South Carolina has scheduled Richard Moore’s execution for Friday evening after the United States Supreme Court rejected his final appeal.
Moore’s lawyers have also written to Governor Henry McMaster, requesting clemency.
The judge and two jurors from Moore’s original trial have signed a petition asking McMaster to commute his sentence to life in prison.
“The trial judge who ultimately imposed the death sentence after the jury made their decision that the death penalty was appropriate,” Moore’s lawyer Lindsey Vann said in an interview with WYFF TV in Greenville, S.C.
“He has spent years reflecting on this case. and he has discovered that Richard’s case is unique among all death penalty cases in South Carolina. And as a result of those years of reflection and thinking on this case, he has asked the governor to commute Richard’s sentence.”
We anticipate that McMaster, a Republican, will wait until the last minute to make his selection.
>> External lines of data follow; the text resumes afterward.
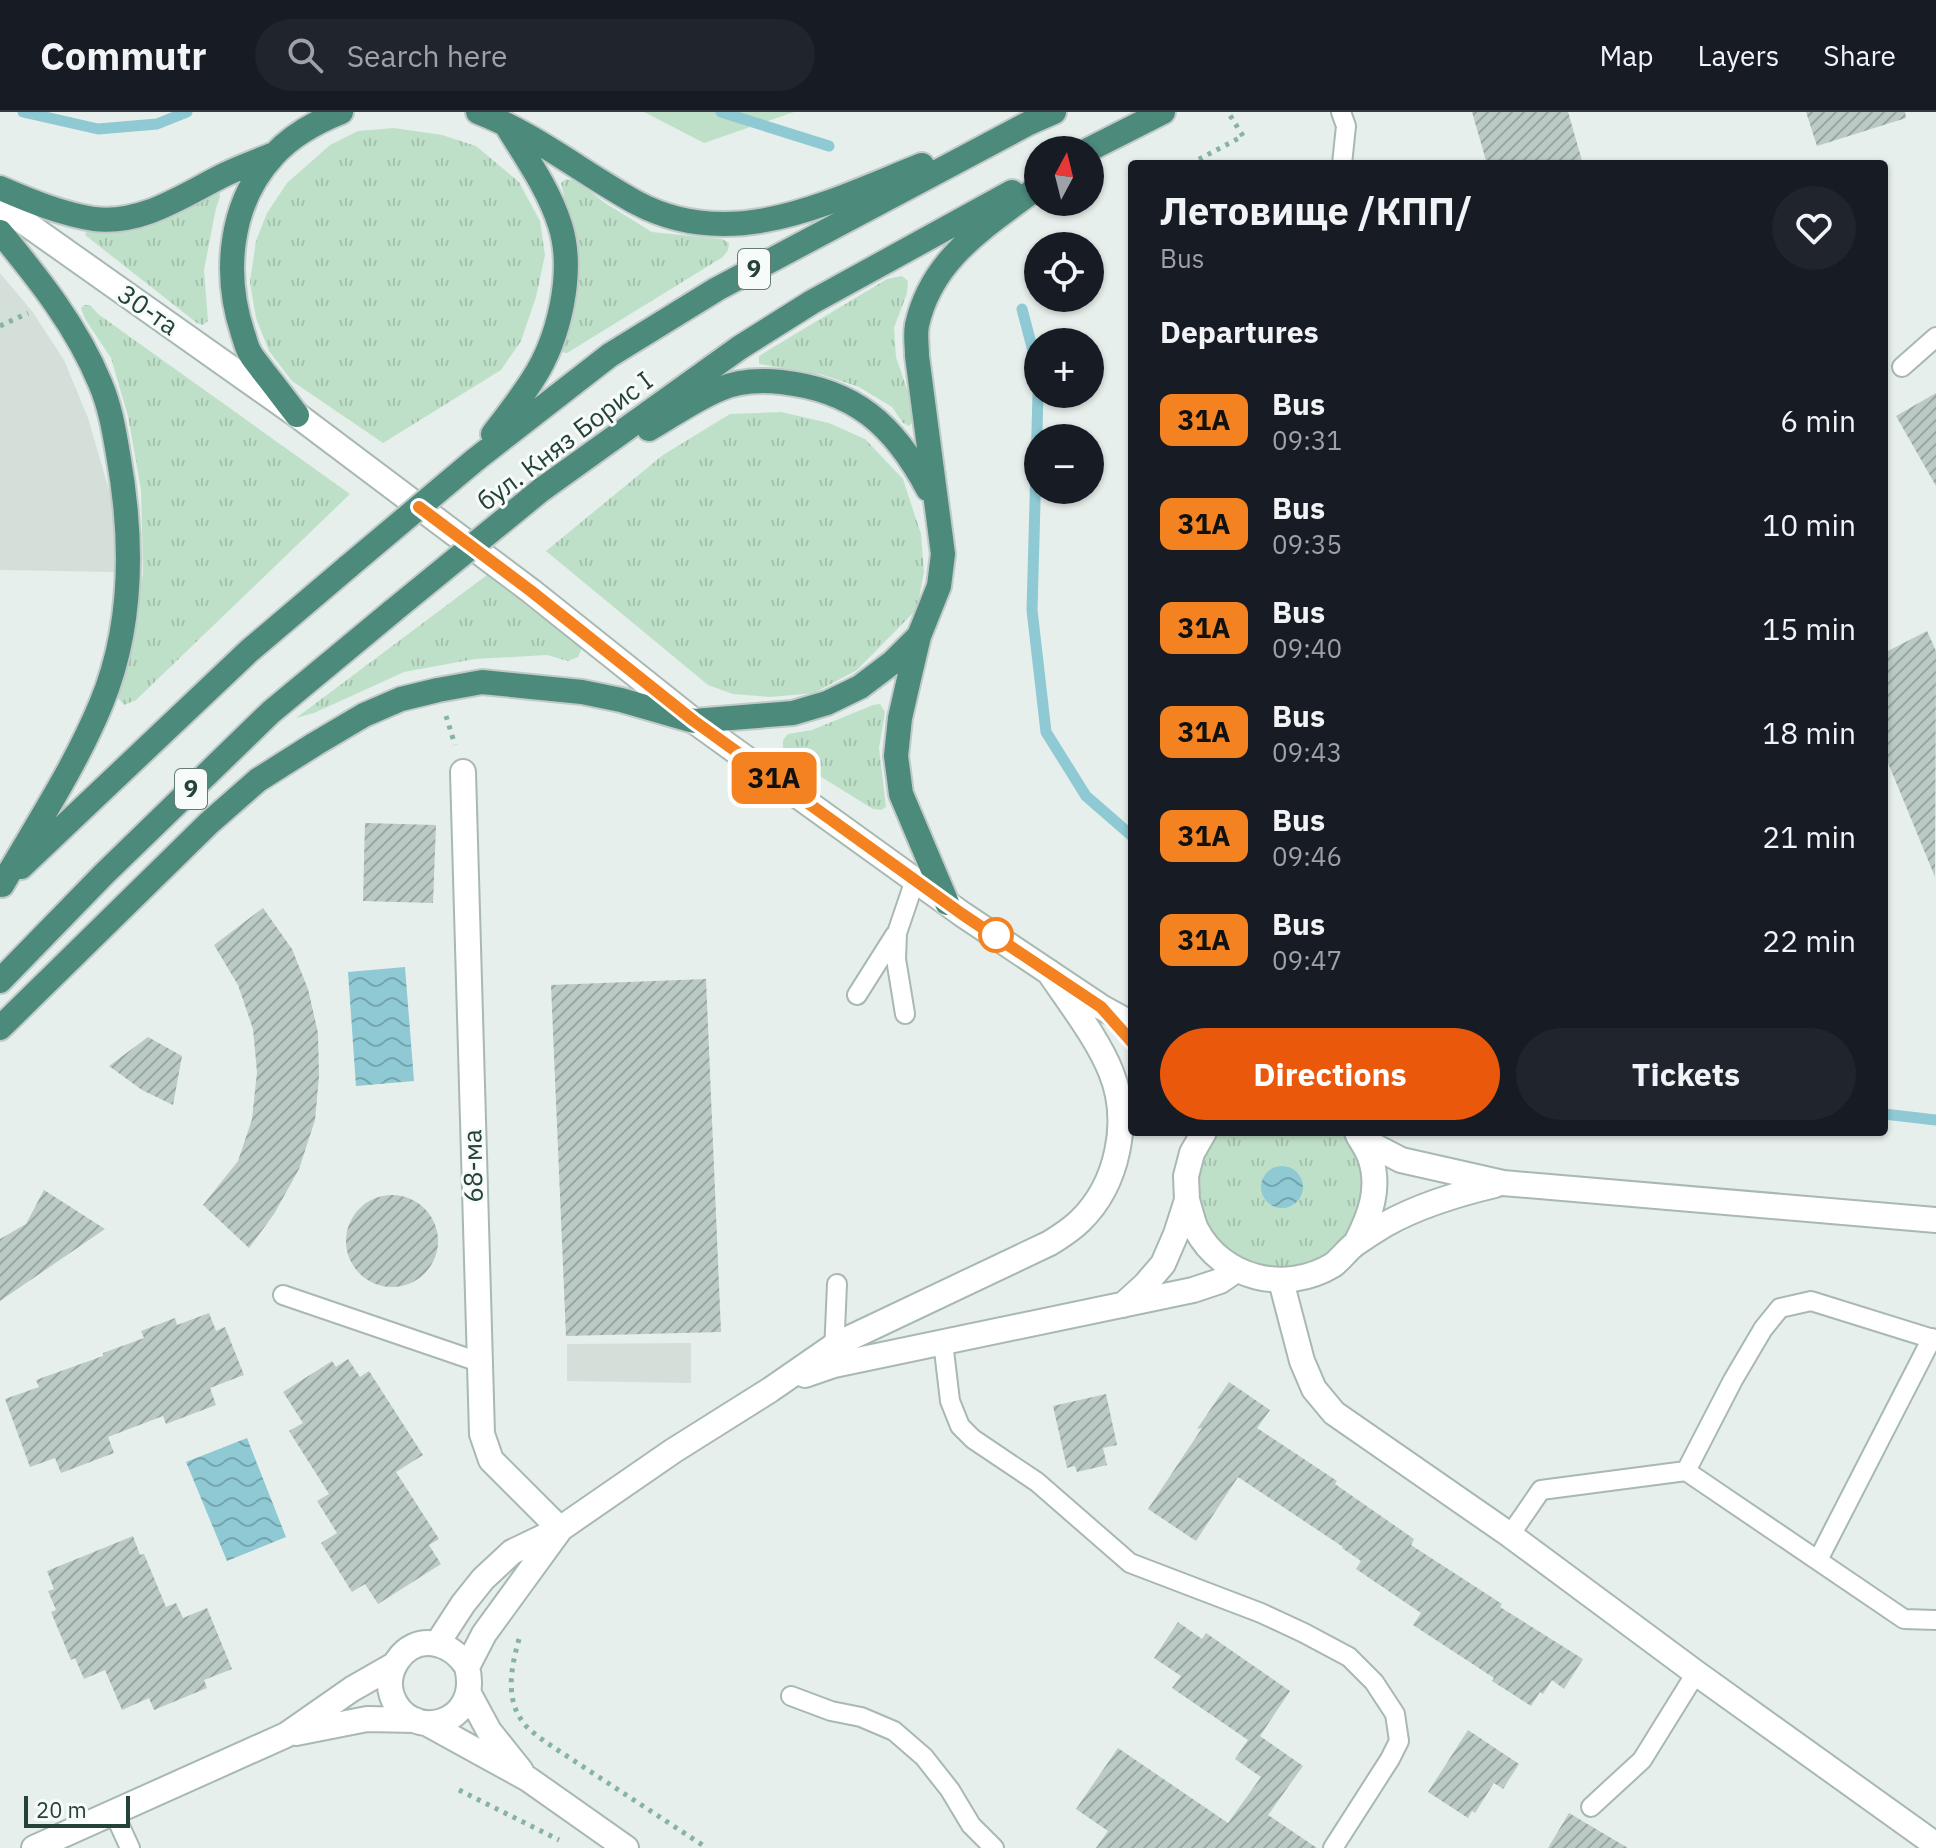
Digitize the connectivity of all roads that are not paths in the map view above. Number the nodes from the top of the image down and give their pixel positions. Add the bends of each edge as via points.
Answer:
1 (341, 112) edge
2 (478, 112) edge
3 (1163, 112) edge
4 (1341, 112) edge
5 (1046, 115) edge
6 (507, 125) junction
7 (1104, 142) edge
8 (274, 154) junction
9 (1342, 160) edge
10 (1024, 185) edge
11 (0, 188) edge
12 (1024, 198) edge
13 (0, 205) edge
14 (0, 232) edge
15 (1936, 337) edge
16 (1902, 367) dead end
17 (297, 415) junction
18 (475, 460) junction
19 (541, 490) junction
20 (935, 502) junction
21 (919, 636) junction
22 (694, 721) junction
23 (463, 772) road end
24 (915, 880) junction
25 (1, 886) edge
26 (947, 903) junction
27 (897, 933) junction
28 (1049, 972) junction
29 (0, 981) edge
30 (857, 995) dead end
31 (1101, 1007) junction
32 (905, 1014) dead end
33 (1128, 1022) edge
34 (0, 1028) edge
35 (1128, 1037) edge
36 (1359, 1136) edge
37 (1362, 1136) edge
38 (1193, 1139) edge
39 (1503, 1183) junction
40 (1187, 1200) junction
41 (1936, 1220) edge
42 (1355, 1245) junction
43 (1236, 1270) junction
44 (1281, 1281) junction
45 (837, 1284) dead end
46 (283, 1295) dead end
47 (1121, 1307) junction
48 (1934, 1339) edge
49 (943, 1342) junction
50 (834, 1355) junction
51 (479, 1362) junction
52 (1686, 1471) junction
53 (560, 1529) junction
54 (1510, 1535) junction
55 (1818, 1560) junction
56 (1936, 1620) edge
57 (437, 1644) junction
58 (394, 1665) junction
59 (467, 1667) junction
60 (1696, 1673) junction
61 (469, 1694) junction
62 (791, 1696) dead end
63 (422, 1722) junction
64 (286, 1735) junction
65 (528, 1779) junction
66 (1591, 1807) dead end
67 (114, 1813) junction
68 (1936, 1845) edge
69 (34, 1848) edge
70 (130, 1848) edge
71 (626, 1848) edge
72 (994, 1848) edge
73 (1333, 1848) edge

1 - 8 highway via 298,134
2 - 6 highway
3 - 7 highway
4 - 9 lane via 1346,126
5 - 6 highway via 807,210 731,225 659,213
5 - 18 highway, бул. Княз Борис I / 9 via 717,289 610,355
6 - 18 highway via 554,208 565,251 565,278 555,330 534,378
8 - 11 highway via 170,204 117,219 68,213
8 - 17 highway via 243,203 231,276 249,352
10 - 19 highway, бул. Княз Борис I / 9 via 751,340
12 - 20 highway via 950,258 936,277 916,327
13 - 17 street, 30-та
14 - 25 highway via 52,297 101,384 120,461 129,551 121,630 102,702
15 - 16 lane
17 - 22 street, 30-та
18 - 25 highway, бул. Княз Борис I / 9, bridge via 238,662
19 - 20 highway via 720,389 774,381 803,384 862,408 905,448
19 - 29 highway, бул. Княз Борис I / 9, bridge via 271,712
20 - 21 highway via 943,554 939,586
21 - 22 highway via 860,687 827,703 793,713
21 - 26 highway via 896,756 901,794
22 - 24 street, 30-та
22 - 34 highway via 582,692 482,682 401,699 364,715 258,780
23 - 51 street, 68-ма
24 - 26 street, 30-та
24 - 27 lane
26 - 28 street, 30-та
27 - 30 lane
27 - 32 lane
28 - 31 street, 30-та
28 - 50 street via 1112,1073 1121,1128 1109,1180 1082,1219 1050,1243
31 - 33 street
31 - 35 street
36 - 42 street via 1370,1158 1375,1188 1369,1218
37 - 39 street via 1401,1160
38 - 40 street
39 - 41 street
39 - 42 street via 1419,1208
40 - 43 street via 1196,1228 1212,1252
40 - 47 street via 1163,1264
42 - 44 street via 1334,1264
43 - 44 street
43 - 47 street via 1193,1290
44 - 54 street via 1302,1361 1314,1389 1334,1413
45 - 50 lane
46 - 51 lane
47 - 49 street
48 - 52 lane via 1811,1301 1780,1308 1733,1380
48 - 55 lane
49 - 50 street
49 - 73 lane via 950,1401 960,1426 1037,1482 1130,1563 1304,1633 1349,1657 1374,1682 1395,1714 1399,1741
50 - 53 street via 673,1451
51 - 53 street, 68-ма via 482,1434 491,1460
52 - 54 lane via 1541,1490
52 - 55 lane
53 - 57 street via 512,1552 483,1579
53 - 59 street via 484,1634
54 - 60 street
55 - 56 lane via 1904,1619
57 - 58 street via 412,1648
57 - 59 street via 460,1656
58 - 63 street via 390,1690 395,1703 403,1714
58 - 64 street
59 - 61 street
60 - 66 lane via 1642,1760
60 - 68 street
61 - 63 street via 454,1716
61 - 65 street via 489,1731
62 - 72 lane via 894,1731 924,1757 971,1825
63 - 64 street via 367,1719
63 - 65 street
64 - 67 street
65 - 71 street
67 - 69 street
67 - 70 lane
The Broad River Correctional Institution in Columbia will execute Moore for the 1999 killing of convenience store clerk James Mahoney during a robbery in Spartanburg, South Carolina.
If the sentence is carried out, Moore will be the second inmate executed in South Carolina in 13 years.
The state executed Freddie Owens in September, the first execution in South Carolina in nearly a decade.
South Carolina halted executions in 2011 due to a shortage of lethal injection medicines.
Originally scheduled for execution in 2022, Moore opted for death by firing squad over the electric chair.
Supporters and lawyers of the accused have contended that his case fails to meet the criteria for capital murder.
According to prosecutors, Moore did not show any remorse as he left the scene of the robbery with $1,400 in cash without calling for help.
“There’s no question in my mind that this wouldn’t have been a death penalty case in most counties. There might’ve been some other solicitors that would’ve T’d it up and tried it that way but wouldn’t have been successful,” former South Carolina Department of Corrections Director John Ozmint told the Greenville News in an interview.
Ozmint, having witnessed Moore’s transformation over the years, has personally signed the petition advocating for his clemency.
“I hope that Governor McMaster will give Richard the rest of his life to continue to pour into the lives of others.”